Patient 6 (P6) was born to consanguineous parents. She was healthy until she was 12 months old, when she was referred to a pediatric unit for cough and severe lymphopenia and was found to have decreased IgG levels. Neurologically, she had significant motor delay but normal language development: at 10 months, she was sitting with support, and at 1 year, she was speaking two words. The immunological examination revealed T-B-NK + lymphopenia, low IgG, and low uric acid levels (0.1 mg/dl). PNP enzyme assay was evaluated, and PNP enzyme levels were low, ADA activity was normal, and dAXP was undetectable (Table 1).
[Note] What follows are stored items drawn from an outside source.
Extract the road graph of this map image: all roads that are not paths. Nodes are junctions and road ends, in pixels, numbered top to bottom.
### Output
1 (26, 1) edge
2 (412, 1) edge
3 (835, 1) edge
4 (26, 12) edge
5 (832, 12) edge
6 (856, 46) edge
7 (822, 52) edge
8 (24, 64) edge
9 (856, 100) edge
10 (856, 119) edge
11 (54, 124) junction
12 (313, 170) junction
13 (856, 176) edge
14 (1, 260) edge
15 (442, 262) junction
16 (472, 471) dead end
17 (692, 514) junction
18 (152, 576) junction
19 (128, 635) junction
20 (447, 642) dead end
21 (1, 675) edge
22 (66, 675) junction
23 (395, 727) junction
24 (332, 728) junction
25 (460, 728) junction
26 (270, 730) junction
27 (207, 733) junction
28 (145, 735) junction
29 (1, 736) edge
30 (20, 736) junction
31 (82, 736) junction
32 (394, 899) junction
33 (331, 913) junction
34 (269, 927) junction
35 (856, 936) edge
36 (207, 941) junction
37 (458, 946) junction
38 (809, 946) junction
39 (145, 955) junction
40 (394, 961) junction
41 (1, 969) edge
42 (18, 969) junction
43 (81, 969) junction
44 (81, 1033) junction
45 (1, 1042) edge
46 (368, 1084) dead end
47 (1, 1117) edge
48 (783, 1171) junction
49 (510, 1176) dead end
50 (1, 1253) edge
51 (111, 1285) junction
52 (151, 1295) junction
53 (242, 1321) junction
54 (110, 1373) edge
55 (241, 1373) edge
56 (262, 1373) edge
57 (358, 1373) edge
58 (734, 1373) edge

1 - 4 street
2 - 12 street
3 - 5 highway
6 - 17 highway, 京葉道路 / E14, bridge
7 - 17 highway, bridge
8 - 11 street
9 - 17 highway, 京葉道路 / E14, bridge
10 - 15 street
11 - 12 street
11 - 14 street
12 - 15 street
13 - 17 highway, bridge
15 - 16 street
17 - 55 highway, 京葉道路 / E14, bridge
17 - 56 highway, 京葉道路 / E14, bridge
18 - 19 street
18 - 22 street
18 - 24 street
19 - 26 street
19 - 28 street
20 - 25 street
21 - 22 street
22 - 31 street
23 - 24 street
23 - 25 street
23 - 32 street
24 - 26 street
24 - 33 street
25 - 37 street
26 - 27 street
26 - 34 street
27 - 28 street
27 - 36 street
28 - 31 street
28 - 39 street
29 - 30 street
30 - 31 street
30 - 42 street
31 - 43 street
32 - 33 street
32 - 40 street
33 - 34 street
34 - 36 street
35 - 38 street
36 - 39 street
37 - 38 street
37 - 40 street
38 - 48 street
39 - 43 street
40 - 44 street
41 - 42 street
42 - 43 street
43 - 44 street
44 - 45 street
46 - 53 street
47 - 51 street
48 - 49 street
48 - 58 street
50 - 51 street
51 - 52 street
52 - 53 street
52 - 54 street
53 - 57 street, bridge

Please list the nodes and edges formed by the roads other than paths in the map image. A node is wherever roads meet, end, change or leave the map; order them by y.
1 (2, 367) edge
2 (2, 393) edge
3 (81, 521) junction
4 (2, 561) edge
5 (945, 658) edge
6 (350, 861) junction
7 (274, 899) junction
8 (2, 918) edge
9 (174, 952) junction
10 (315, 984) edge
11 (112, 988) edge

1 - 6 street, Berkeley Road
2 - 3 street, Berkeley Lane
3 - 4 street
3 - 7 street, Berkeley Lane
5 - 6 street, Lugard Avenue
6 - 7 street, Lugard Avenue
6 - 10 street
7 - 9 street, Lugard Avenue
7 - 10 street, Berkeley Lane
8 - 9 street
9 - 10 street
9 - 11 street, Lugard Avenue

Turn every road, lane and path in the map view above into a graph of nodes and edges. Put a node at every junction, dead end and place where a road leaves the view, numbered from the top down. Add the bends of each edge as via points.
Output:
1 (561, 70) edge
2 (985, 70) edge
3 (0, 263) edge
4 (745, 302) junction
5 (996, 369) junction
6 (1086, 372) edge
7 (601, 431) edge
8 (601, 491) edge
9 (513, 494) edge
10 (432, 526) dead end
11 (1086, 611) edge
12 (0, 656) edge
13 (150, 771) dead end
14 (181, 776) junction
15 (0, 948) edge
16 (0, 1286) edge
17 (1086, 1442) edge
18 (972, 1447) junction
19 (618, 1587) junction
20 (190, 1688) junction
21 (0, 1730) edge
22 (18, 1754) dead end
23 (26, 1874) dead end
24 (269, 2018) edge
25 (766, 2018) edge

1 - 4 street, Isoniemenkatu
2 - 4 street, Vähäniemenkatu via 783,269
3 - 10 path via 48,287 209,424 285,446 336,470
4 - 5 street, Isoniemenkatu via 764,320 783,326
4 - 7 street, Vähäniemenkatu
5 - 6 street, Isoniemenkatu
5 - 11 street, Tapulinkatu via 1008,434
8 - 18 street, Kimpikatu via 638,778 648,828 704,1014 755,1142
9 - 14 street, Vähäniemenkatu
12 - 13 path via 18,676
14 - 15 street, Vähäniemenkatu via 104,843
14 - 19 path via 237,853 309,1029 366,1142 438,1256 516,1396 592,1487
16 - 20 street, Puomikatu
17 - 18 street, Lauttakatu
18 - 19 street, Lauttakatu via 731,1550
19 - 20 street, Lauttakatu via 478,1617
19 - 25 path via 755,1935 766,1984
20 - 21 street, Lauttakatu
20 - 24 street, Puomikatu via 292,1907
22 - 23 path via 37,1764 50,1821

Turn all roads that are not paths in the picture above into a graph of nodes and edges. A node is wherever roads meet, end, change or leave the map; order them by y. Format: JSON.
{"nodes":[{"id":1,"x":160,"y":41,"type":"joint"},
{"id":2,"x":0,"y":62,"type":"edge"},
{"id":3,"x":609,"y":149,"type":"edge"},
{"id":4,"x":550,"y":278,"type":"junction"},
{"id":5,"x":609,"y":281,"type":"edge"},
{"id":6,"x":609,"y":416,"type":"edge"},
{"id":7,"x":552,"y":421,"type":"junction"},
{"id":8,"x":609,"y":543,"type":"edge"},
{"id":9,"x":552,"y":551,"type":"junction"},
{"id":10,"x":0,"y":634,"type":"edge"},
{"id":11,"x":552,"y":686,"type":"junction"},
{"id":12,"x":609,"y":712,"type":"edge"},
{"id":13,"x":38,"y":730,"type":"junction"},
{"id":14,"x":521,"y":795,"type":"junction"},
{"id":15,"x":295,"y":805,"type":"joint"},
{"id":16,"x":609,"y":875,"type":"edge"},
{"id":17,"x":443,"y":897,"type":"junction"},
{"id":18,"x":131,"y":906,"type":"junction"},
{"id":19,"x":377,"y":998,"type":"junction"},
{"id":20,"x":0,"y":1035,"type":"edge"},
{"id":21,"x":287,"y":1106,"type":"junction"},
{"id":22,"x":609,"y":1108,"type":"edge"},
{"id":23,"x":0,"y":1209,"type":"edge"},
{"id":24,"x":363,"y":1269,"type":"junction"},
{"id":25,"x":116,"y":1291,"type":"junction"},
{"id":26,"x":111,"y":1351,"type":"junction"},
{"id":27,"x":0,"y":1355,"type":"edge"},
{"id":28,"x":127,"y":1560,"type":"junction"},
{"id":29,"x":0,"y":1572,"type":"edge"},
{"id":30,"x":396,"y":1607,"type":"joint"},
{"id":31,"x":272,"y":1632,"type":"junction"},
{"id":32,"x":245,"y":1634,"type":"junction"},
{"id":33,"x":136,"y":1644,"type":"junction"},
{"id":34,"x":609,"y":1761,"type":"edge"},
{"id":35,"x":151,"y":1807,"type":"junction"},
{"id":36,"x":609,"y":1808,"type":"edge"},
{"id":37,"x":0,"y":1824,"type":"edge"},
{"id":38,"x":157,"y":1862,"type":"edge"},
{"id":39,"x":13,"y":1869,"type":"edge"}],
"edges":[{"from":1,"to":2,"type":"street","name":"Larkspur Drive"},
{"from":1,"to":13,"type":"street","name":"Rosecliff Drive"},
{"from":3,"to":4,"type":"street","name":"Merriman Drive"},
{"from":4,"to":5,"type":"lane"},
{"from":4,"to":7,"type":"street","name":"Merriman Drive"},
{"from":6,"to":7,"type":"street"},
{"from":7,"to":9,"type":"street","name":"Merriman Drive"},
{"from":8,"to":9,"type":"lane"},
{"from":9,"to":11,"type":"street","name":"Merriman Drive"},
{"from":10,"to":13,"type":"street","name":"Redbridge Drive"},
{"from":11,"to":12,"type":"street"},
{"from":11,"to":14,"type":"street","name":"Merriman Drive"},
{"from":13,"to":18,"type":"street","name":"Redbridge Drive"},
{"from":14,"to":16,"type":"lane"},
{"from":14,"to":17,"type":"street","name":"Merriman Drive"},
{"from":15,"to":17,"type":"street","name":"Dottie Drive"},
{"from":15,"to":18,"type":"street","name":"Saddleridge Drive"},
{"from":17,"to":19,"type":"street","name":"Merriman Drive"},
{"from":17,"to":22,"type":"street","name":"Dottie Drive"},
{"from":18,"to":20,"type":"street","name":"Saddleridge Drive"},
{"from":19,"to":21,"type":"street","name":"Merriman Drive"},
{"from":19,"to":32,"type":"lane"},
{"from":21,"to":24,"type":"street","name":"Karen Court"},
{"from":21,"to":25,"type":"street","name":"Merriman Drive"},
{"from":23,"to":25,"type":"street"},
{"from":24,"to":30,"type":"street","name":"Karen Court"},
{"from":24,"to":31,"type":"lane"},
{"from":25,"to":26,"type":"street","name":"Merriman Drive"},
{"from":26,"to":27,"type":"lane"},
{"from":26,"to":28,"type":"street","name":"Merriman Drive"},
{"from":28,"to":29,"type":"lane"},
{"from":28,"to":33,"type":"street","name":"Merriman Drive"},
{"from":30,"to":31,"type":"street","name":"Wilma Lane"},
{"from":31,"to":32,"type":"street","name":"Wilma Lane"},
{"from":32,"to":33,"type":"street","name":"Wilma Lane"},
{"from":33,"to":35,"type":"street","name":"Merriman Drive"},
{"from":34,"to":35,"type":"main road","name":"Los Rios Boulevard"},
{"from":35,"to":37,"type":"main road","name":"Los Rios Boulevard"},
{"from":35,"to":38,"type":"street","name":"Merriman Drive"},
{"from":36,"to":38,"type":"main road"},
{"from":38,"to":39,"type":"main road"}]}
Genetic analysis revealed that the patient was homozygous for a novel mutation in the PNP gene ((c.59_60delACinsCT (p.His20Pro). The disruption of this protein causing PNP deficiency has been reported previously.11 Unfortunately, there was no suitable HLA donor. While waiting for HSCT, the patient received prophylactic TMP-SMZ, fluconazole, ganciclovir, and immunoglobulin replacement therapy. She is currently 21 months old and waiting for a matching HLA donor. On neurological examination, she speaks two-word sentences, and her motor skills are developing in accordance with her age, although she does not walk without assistance.